Overall, these results suggest that a distinct lipid profile reflects different combinations of metabolic risk factors and the clinical phenotype of the patient, suggesting the role of lipidomics in precision medicine.

3. Translational Lipidomics for Staging NAFLD

Despite being the gold standard for the diagnosis and staging of NAFLD, liver biopsies carry several risks, such as cost, bleeding risk, and pain for the patient [35][46][71,82]. For this reason, the research on biomarkers for NAFLD has been flourishing over the past few years. Interestingly, it has been demonstrated that alterations in the liver tissue lipidome reflect the lipid profile measurement in the plasma, opening the field for the use of a lipid profile as a biomarker for the histological features of NASH [47][83]. A combination of circulating lipids may improve the diagnosis and risk-stratification in patients with NAFLD and may identify those with NASH accurately [35][36][71,72]. In a group of NAFLD patients, a score combining serum lipids, assessed by nanoparticle-tracking techniques, and genetic variants was able to predict fat fraction, as measured by MRI-PDFF [48][84]. Moreover, in a cohort of patients with biopsy-proven NASH, phosphatidylcholine levels, assessed by LC-MS, were strongly associated with severity of ballooning [49][85]. In a similar study, phosphocholine (14:0/18:2) and phosphatidic acid (18:2/24:4) were positively correlated with NAS score, whereas phosphocholine (18:0/0:0) was correlated positively with the fibrosis stage [50][86]. Lipidomics may also be a useful tool to predict disease progression.

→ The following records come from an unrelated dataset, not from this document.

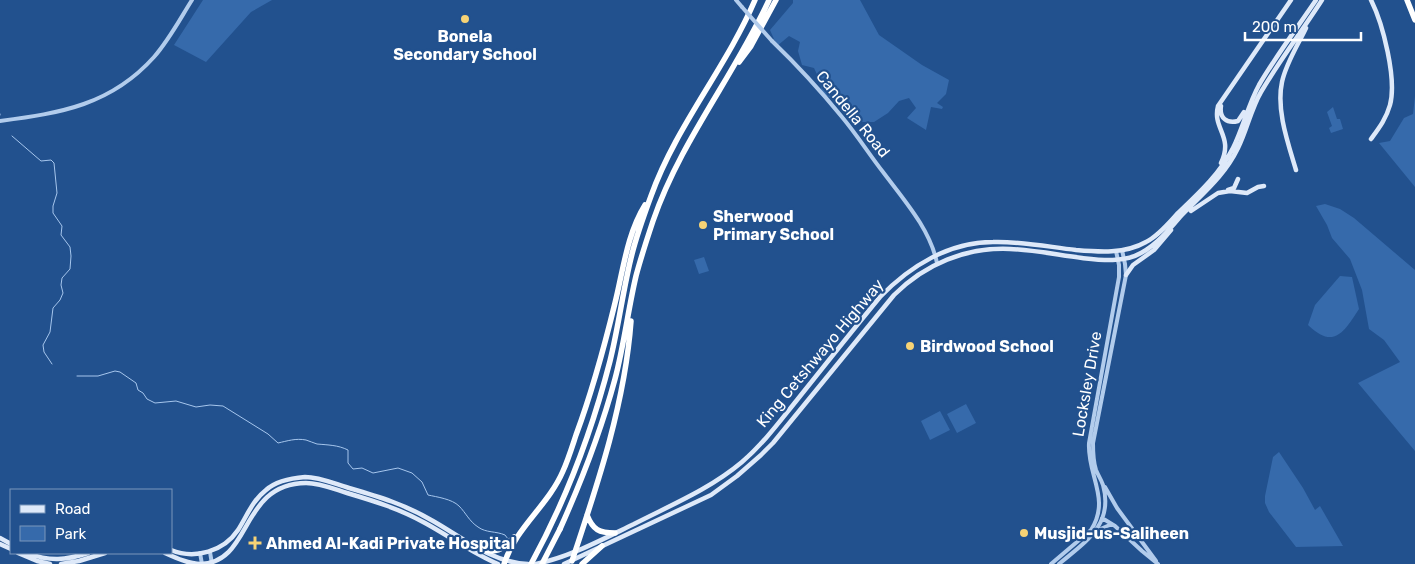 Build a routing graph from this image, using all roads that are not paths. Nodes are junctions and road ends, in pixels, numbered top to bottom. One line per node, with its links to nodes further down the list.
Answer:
1 (192, 0): 16 (street)
2 (736, 0): 27 (street, Candella Road, bridge)
3 (755, 0): 23 (highway)
4 (769, 0): 13 (highway)
5 (776, 0): 13 (highway)
6 (1291, 0): 15 (main road)
7 (1316, 0): 14 (main road, King Cetshwayo Highway)
8 (1322, 0): 11 (main road, King Cetshwayo Highway)
9 (1371, 0): 17 (main road)
10 (1407, 0): 12 (highway)
11 (1313, 13): 18 (main road); 24 (main road, King Cetshwayo Highway)
12 (1415, 20)
13 (723, 84): 32 (highway)
14 (1256, 91): 15 (main road); 19 (main road, King Cetshwayo Highway)
15 (1224, 98): 19 (main road)
16 (0, 121)
17 (1372, 136)
18 (1296, 170)
19 (1212, 179): 25 (main road, King Cetshwayo Highway)
20 (1238, 179): 22 (main road)
21 (1264, 186): 22 (main road)
22 (1225, 191): 24 (main road)
23 (651, 195): 40 (highway); 62 (highway)
24 (1179, 219): 28 (main road, King Cetshwayo Highway); 31 (main road)
25 (1122, 250): 26 (main road, King Cetshwayo Highway); 28 (street, Locksley Drive)
26 (1116, 251): 27 (main road, King Cetshwayo Highway); 29 (street, Locksley Drive)
27 (936, 256): 30 (street, Candella Road); 42 (main road, King Cetshwayo Highway)
28 (1124, 258): 29 (main road, King Cetshwayo Highway); 31 (street, Locksley Drive)
29 (1118, 259): 30 (main road, King Cetshwayo Highway); 35 (street, Locksley Drive)
30 (938, 263): 43 (main road, King Cetshwayo Highway)
31 (1126, 275): 33 (street, Locksley Drive)
32 (632, 296): 37 (highway); 64 (highway, bridge)
33 (1102, 482): 34 (street, Locksley Drive); 36 (street)
34 (1106, 506): 35 (street); 36 (street); 38 (street)
35 (1100, 507): 38 (street)
36 (1117, 508): 57 (street)
37 (587, 515): 42 (highway); 46 (highway)
38 (1100, 517): 39 (street); 41 (street); 67 (street)
39 (1112, 524): 41 (street); 57 (street)
40 (521, 530): 44 (highway); 55 (highway)
41 (1096, 532): 68 (street)
42 (615, 533): 46 (main road, King Cetshwayo Highway)
43 (602, 546): 54 (main road, King Cetshwayo Highway); 66 (highway)
44 (475, 548): 47 (main road); 55 (main road); 56 (main road); 61 (main road)
45 (172, 550): 53 (main road)
46 (575, 551): 54 (highway); 63 (main road, King Cetshwayo Highway)
47 (210, 552): 53 (main road); 56 (street)
48 (20, 554): 58 (main road)
49 (32, 554): 50 (main road)
50 (84, 554)
51 (102, 554): 59 (main road)
52 (168, 554): 60 (main road)
53 (200, 554): 60 (street)
54 (572, 561): 65 (main road, King Cetshwayo Highway)
55 (505, 562): 62 (main road)
56 (212, 563): 60 (main road)
57 (1157, 563)
58 (50, 564)
59 (62, 564)
60 (202, 564)
61 (498, 564)
62 (530, 564)
63 (536, 564)
64 (542, 564)
65 (564, 564)
66 (582, 564)
67 (1051, 564)
68 (1058, 564)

Using the same lipidomic technique, researchers previously demonstrated that a score combining metabolic profile and lipoproteins was able to identify fast fibrosis progressors and performed better than noninvasive markers [51][87].
From a clinician’s perspective, cardiovascular events are the main cause of morbidity and mortality in patients with NAFLD [52][88]. Nevertheless, identifying those at higher risk for cardiovascular events in this population remains a challenge [53][89]. Interestingly, ectopic fat deposits, such as myocardial and epicardial fat, show a specific lipid composition, which is different from the hepatic one [54][90]. Moreover, a higher abundance of diacylglycerol and ceramide (Cer) in the ectopic fat deposits, measured by LC-MS, seems to be associated with an overall stronger lipotoxicity effect [55][91]. Overall, these results suggest that lipidomics may be employed to identify those at risk of MACE in this population.

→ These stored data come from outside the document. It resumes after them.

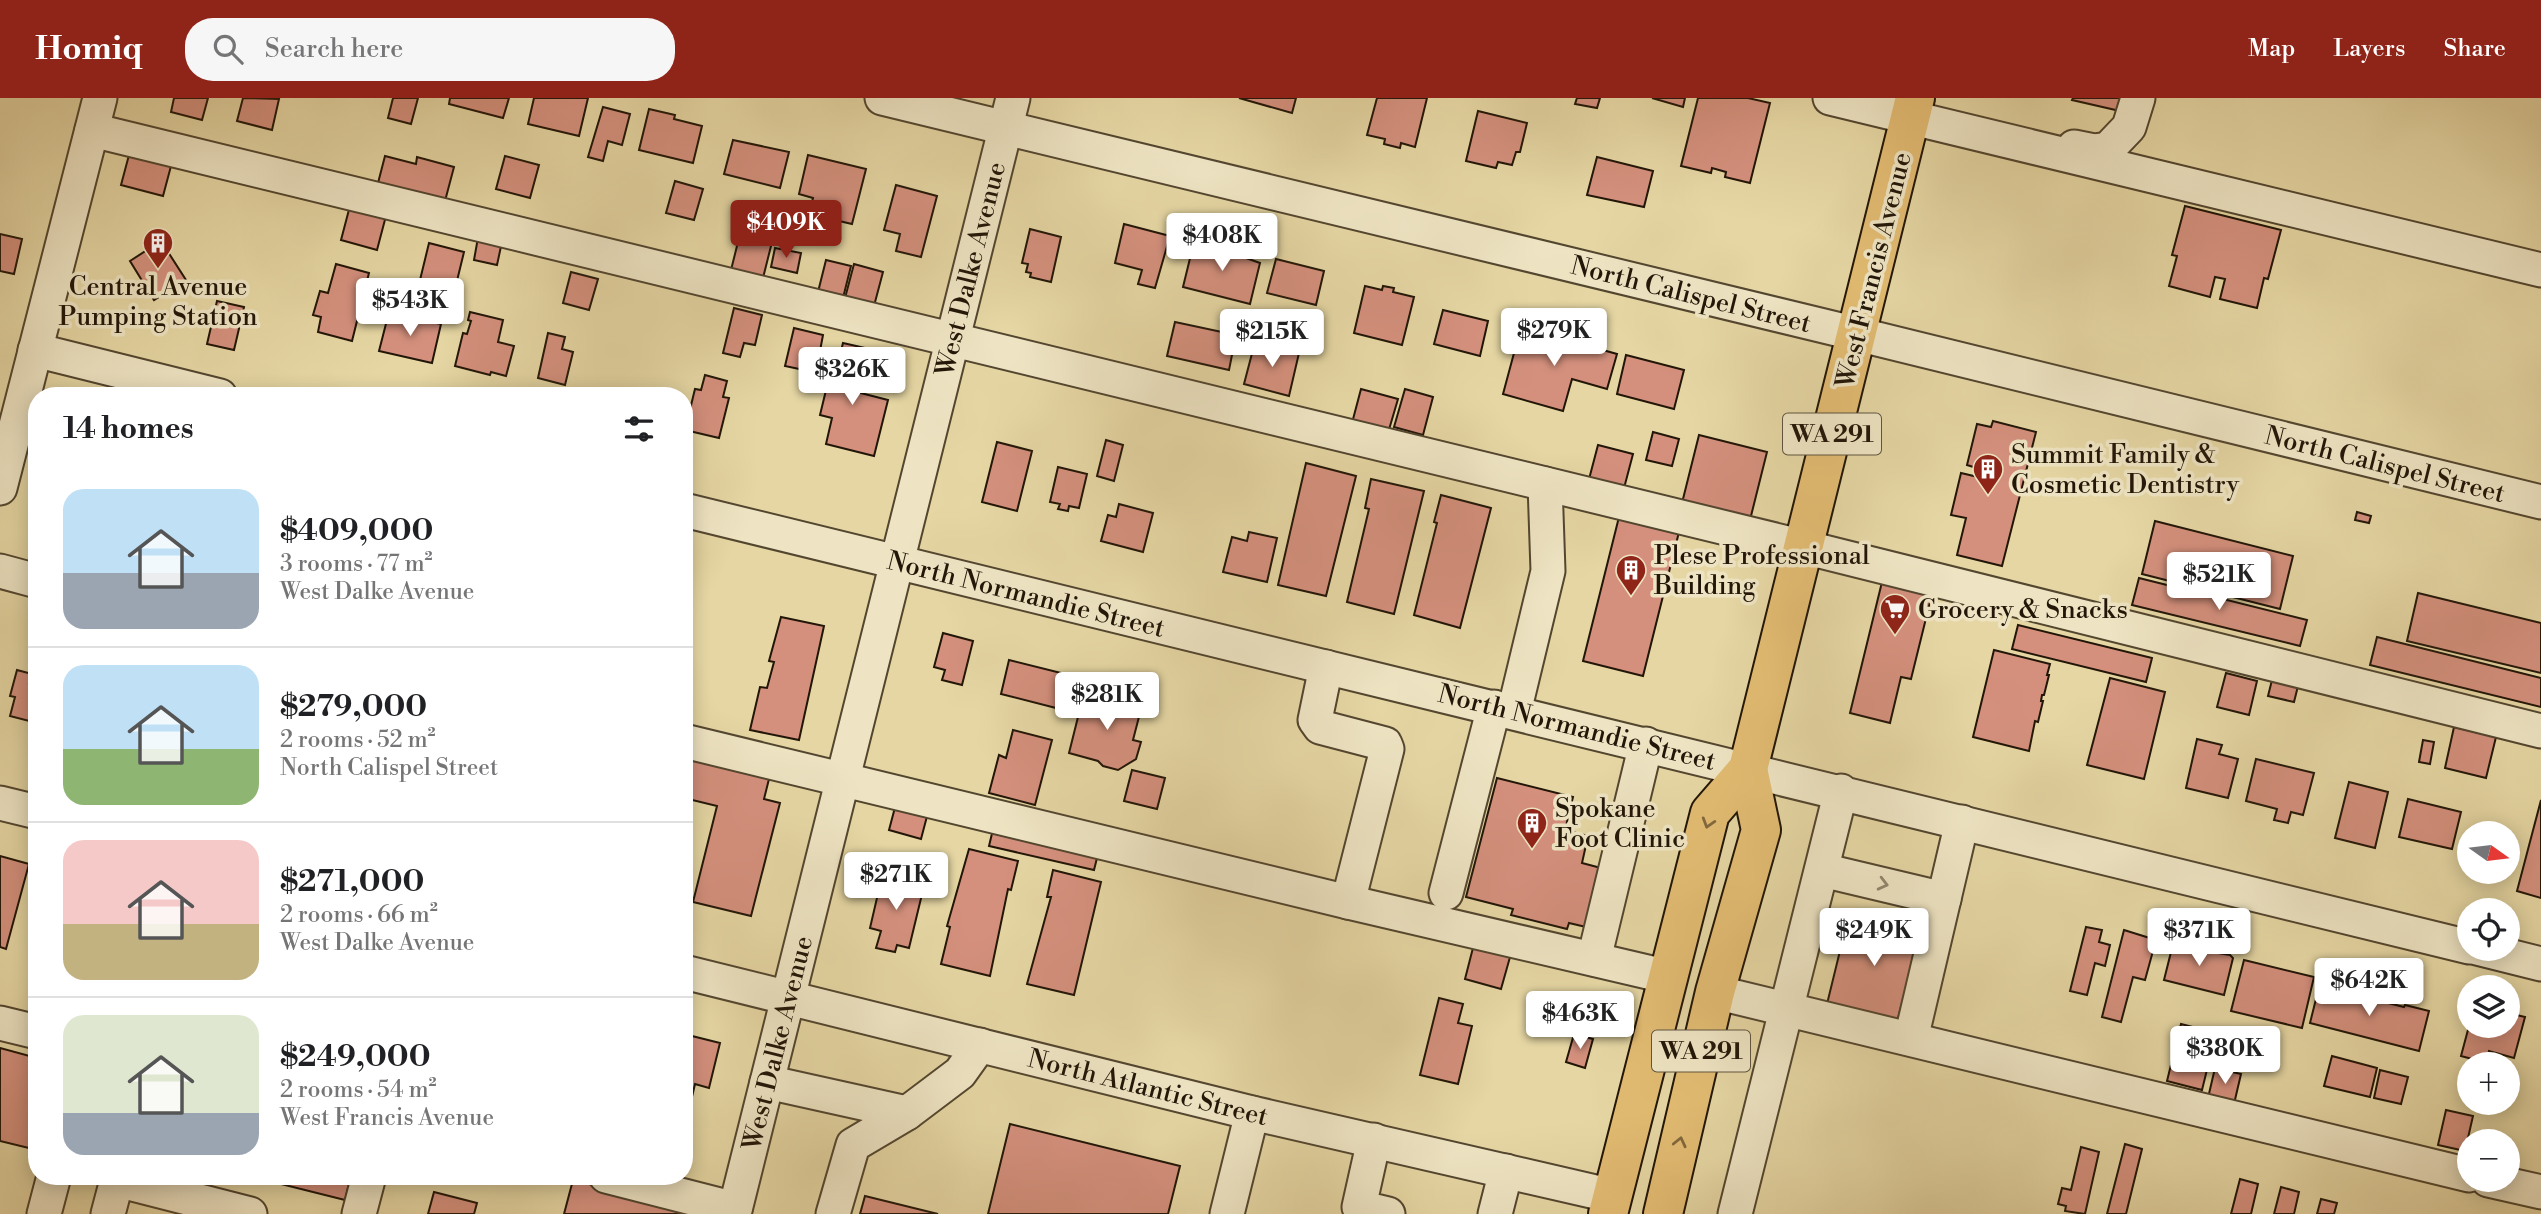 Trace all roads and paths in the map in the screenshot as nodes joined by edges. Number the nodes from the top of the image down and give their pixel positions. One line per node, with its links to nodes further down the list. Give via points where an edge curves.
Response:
1 (100, 98): 8 (street)
2 (881, 98): 6 (street, North Calispel Street)
3 (1830, 98): 5 (street)
4 (2138, 98): 7 (street, via 2129,127 2108,149 2094,151)
5 (1913, 107): 9 (street); 10 (main road, West Francis Avenue / WA 291)
6 (1009, 113): 10 (street, North Calispel Street); 11 (street, West Dalke Avenue)
7 (2008, 129)
8 (92, 130): 11 (street); 12 (street)
9 (2541, 270)
10 (1857, 334): 16 (street, North Calispel Street); 18 (main road, West Francis Avenue / WA 291)
11 (952, 340): 14 (street); 19 (street, West Dalke Avenue)
12 (35, 350): 13 (street); 15 (street)
13 (184, 387)
14 (1545, 484): 18 (street); 23 (street, via 1548,571)
15 (0, 488)
16 (2541, 502)
17 (693, 512): 19 (street, North Normandie Street)
18 (1804, 547): 24 (street); 27 (main road, West Francis Avenue / WA 291)
19 (896, 562): 22 (street, North Normandie Street); 28 (street, West Dalke Avenue)
20 (0, 571): 21 (street)
21 (28, 578)
22 (1326, 667): 23 (street, North Normandie Street); 36 (street, via 1315,720 1320,727 1385,744 1387,750)
23 (1504, 710): 26 (street, North Normandie Street); 34 (street)
24 (2541, 731)
25 (693, 743): 28 (street)
26 (1646, 744): 27 (street, North Normandie Street); 38 (street)
27 (1748, 769): 29 (street, North Normandie Street); 42 (main road, West Francis Avenue / WA 291, one-way to 42, via 1710,813); 43 (main road, West Francis Avenue / WA 291, via 1760,830)
28 (843, 780): 36 (street); 44 (street, West Dalke Avenue)
29 (1840, 792): 32 (street, North Normandie Street); 33 (street)
30 (0, 803): 31 (street)
31 (28, 810)
32 (1962, 821): 35 (street); 37 (street, North Normandie Street)
33 (1822, 870): 35 (street, one-way to 35); 45 (street)
34 (1446, 893)
35 (1944, 899): 48 (street)
36 (1349, 902): 38 (street)
37 (2457, 944)
38 (1594, 959): 42 (street)
39 (2520, 959): 40 (street)
40 (2541, 964)
41 (693, 974): 44 (street, North Atlantic Street)
42 (1669, 977): 63 (main road, West Francis Avenue / WA 291)
43 (1715, 992): 45 (street); 66 (main road, West Francis Avenue / WA 291, one-way to 43)
44 (788, 998): 49 (street, North Atlantic Street); 50 (street, West Dalke Avenue)
45 (1787, 1009): 48 (street); 74 (street)
46 (0, 1023): 47 (street)
47 (28, 1026)
48 (1911, 1039): 55 (street)
49 (980, 1045): 51 (street, via 960,1073); 52 (street, North Atlantic Street)
50 (767, 1082): 51 (street); 64 (street, West Dalke Avenue)
51 (907, 1113): 71 (street, via 853,1145)
52 (1252, 1113): 53 (street, North Atlantic Street); 72 (street)
53 (1374, 1140): 54 (street, North Atlantic Street); 65 (street)
54 (1506, 1171): 63 (street, North Atlantic Street); 73 (street)
55 (2457, 1172)
56 (52, 1185): 67 (street)
57 (115, 1185): 68 (street)
58 (143, 1185): 69 (street)
59 (367, 1185): 70 (street)
60 (640, 1185): 64 (street)
61 (2520, 1187): 62 (street)
62 (2541, 1192)
63 (1611, 1205)
64 (735, 1211)
65 (1368, 1212)
66 (1671, 1212)
67 (44, 1214)
68 (108, 1214)
69 (250, 1214)
70 (359, 1214)
71 (833, 1214)
72 (1227, 1214)
73 (1495, 1214)
74 (1735, 1214)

Finally, lipidomic approaches may also provide more insight into metabolic changes with different treatments in patients with NAFLD. A 6-month treatment with polyunsaturated fatty acids was able to change the lipid profile of patients with NASH, resulting in an underlying lower lipogenesis, endoplasmic reticulum stress, and mitochondrial dysfunction [56][92]. Similarly, in patients who underwent weight loss, there was a significant decrease in circulating lysophospholipids [57][93]. More studies are required to evaluate how the changes in lipidomic profile may be translated into clinical events.